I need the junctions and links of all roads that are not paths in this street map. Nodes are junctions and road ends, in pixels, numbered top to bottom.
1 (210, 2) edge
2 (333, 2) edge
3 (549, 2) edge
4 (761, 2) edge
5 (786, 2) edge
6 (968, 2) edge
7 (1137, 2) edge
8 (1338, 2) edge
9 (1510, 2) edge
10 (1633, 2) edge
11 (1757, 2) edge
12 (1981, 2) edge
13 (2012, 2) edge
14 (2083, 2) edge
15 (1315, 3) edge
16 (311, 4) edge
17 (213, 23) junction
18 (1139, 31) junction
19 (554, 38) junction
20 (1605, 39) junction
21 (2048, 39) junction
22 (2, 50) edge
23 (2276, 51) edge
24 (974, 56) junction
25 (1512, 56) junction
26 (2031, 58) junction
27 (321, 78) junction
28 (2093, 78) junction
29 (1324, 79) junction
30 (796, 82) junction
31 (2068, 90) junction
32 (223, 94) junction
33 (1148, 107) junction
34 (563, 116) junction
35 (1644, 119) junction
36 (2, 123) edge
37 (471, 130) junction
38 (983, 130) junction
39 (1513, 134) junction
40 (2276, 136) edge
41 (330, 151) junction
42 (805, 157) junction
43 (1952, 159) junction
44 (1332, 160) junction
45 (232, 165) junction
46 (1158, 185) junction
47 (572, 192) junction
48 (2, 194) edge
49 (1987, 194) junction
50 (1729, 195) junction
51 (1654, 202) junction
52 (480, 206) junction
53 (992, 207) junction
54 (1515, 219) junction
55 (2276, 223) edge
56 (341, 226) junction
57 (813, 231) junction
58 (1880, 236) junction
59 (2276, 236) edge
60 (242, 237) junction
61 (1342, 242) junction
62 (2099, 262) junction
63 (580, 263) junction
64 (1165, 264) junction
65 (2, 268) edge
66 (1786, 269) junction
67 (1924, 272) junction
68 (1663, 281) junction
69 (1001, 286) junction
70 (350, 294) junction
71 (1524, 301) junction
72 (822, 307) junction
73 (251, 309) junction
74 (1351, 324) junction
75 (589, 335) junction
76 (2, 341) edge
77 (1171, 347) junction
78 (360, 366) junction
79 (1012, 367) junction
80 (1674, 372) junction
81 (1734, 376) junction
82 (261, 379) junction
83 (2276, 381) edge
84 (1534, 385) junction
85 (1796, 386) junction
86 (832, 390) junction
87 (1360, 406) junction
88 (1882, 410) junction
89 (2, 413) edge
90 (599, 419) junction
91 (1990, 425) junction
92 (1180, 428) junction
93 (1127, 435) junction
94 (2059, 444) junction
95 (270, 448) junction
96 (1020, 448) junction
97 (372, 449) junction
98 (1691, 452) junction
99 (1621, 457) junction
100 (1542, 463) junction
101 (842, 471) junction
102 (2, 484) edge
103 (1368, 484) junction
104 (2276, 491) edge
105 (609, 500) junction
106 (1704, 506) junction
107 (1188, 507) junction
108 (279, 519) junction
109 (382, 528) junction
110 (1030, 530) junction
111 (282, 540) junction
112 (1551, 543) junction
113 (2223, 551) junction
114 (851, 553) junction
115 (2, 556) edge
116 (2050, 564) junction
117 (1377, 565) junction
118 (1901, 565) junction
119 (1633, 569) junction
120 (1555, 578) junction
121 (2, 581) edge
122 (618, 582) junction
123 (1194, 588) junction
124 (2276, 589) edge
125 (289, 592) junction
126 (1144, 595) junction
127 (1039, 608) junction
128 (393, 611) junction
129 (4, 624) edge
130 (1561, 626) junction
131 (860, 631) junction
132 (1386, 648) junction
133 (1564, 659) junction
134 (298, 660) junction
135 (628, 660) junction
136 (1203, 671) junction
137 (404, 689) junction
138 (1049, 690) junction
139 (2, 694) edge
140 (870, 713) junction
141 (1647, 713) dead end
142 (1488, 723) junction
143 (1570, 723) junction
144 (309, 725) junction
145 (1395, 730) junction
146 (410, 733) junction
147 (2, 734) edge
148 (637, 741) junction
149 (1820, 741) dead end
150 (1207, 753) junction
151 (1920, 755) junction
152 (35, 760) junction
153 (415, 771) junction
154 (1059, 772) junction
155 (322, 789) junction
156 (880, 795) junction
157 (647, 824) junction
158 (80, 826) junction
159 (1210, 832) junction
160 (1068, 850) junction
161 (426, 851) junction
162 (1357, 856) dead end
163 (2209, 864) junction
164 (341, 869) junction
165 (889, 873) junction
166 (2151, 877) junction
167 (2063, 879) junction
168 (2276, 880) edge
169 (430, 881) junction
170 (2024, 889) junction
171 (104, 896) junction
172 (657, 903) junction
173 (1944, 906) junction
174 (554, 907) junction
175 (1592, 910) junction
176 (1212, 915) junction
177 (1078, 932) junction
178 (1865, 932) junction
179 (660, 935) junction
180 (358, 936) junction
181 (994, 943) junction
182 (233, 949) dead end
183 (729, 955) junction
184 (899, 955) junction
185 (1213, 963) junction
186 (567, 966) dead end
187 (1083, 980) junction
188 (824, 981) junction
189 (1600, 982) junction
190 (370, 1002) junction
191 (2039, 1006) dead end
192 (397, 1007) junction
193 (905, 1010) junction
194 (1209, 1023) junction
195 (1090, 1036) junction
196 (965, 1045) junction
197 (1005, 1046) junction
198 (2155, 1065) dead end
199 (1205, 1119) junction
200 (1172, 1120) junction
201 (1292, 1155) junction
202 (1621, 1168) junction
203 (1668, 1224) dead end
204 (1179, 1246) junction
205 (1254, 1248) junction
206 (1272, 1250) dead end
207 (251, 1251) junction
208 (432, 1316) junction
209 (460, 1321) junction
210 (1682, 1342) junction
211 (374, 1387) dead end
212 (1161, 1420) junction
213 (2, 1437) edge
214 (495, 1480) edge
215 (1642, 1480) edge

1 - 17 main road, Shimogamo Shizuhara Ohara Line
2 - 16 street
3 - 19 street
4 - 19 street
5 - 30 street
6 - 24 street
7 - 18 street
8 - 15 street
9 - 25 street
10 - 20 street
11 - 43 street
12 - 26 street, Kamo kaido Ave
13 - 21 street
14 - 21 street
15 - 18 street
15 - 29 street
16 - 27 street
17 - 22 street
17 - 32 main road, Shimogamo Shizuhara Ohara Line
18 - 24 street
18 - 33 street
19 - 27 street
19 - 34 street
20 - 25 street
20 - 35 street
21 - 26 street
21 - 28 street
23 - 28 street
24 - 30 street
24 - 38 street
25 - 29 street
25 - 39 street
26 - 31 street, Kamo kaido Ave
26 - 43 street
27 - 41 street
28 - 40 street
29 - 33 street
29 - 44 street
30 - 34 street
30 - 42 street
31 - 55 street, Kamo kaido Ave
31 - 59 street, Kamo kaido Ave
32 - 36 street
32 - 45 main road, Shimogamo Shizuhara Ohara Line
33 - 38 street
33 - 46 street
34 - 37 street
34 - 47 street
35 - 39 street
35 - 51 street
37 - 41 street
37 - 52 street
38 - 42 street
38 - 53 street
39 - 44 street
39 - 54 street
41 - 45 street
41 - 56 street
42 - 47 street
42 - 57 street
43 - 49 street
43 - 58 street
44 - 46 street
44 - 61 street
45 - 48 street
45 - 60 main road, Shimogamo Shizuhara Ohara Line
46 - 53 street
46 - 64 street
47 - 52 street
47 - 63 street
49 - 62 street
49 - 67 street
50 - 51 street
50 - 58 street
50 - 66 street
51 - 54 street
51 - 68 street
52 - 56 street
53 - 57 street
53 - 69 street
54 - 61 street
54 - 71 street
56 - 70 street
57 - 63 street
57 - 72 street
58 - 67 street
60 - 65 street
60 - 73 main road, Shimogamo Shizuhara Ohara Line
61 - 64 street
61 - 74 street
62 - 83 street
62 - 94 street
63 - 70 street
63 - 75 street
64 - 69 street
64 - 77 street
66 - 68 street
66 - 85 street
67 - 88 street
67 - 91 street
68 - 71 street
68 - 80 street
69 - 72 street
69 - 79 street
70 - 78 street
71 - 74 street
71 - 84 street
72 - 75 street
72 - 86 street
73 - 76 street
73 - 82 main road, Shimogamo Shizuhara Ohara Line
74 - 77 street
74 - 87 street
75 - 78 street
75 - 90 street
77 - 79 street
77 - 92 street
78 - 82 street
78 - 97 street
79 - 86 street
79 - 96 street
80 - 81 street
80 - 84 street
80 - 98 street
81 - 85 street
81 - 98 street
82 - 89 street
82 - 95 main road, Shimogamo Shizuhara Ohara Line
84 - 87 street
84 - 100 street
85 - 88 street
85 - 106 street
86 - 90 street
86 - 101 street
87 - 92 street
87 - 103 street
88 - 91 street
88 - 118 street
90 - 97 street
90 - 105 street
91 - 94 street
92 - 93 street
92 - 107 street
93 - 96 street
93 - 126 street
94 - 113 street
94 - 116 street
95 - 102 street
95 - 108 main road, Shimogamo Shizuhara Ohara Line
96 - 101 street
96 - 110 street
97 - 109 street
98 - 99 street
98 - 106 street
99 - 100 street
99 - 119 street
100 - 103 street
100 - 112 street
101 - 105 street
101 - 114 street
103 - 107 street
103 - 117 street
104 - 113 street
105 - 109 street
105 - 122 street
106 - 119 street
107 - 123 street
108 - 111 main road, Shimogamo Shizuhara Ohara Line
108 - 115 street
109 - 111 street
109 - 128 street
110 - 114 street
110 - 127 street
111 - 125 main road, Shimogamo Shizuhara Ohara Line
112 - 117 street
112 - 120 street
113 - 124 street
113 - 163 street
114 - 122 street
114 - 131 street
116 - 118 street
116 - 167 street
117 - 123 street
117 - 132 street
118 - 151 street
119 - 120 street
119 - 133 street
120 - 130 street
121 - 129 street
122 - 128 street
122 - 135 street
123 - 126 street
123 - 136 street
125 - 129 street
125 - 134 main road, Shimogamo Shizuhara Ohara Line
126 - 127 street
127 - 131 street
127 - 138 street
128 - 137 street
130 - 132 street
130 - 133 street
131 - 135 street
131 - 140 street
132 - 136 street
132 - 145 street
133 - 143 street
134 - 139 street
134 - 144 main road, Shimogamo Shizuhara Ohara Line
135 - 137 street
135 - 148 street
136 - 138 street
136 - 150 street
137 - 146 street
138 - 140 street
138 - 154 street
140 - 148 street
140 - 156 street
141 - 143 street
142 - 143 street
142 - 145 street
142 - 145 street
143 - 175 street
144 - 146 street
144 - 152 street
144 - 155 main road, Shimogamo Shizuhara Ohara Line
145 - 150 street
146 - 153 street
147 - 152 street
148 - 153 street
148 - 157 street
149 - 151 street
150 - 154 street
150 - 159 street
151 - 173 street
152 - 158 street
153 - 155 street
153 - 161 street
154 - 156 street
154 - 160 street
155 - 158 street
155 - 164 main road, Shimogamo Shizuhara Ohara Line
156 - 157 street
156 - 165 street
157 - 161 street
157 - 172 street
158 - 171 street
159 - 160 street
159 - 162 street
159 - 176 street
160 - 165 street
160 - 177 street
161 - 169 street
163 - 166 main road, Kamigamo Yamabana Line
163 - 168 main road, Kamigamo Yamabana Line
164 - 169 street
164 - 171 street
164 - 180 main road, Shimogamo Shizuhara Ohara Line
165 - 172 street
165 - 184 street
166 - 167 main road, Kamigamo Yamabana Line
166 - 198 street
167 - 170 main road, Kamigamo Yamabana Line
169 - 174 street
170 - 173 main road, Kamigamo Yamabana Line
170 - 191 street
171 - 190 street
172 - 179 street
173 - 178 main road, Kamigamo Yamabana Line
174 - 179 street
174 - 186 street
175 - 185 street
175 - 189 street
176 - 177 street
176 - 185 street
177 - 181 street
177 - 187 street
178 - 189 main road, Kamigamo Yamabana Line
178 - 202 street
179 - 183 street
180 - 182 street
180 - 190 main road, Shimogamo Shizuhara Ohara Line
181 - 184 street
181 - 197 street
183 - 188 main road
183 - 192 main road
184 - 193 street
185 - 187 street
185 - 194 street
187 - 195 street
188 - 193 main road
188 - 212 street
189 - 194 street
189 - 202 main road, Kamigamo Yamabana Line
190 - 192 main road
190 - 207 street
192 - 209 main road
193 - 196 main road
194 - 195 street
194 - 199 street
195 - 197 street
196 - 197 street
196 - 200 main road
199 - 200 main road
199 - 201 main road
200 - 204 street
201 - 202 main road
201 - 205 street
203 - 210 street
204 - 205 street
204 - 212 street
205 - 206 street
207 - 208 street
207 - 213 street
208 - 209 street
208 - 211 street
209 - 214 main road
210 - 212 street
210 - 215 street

# [Task instructions]
Go through the records and copy each line with "Kamo" in it.

# [Exercise answer]
12 - 26 street, Kamo kaido Ave
26 - 31 street, Kamo kaido Ave
31 - 55 street, Kamo kaido Ave
31 - 59 street, Kamo kaido Ave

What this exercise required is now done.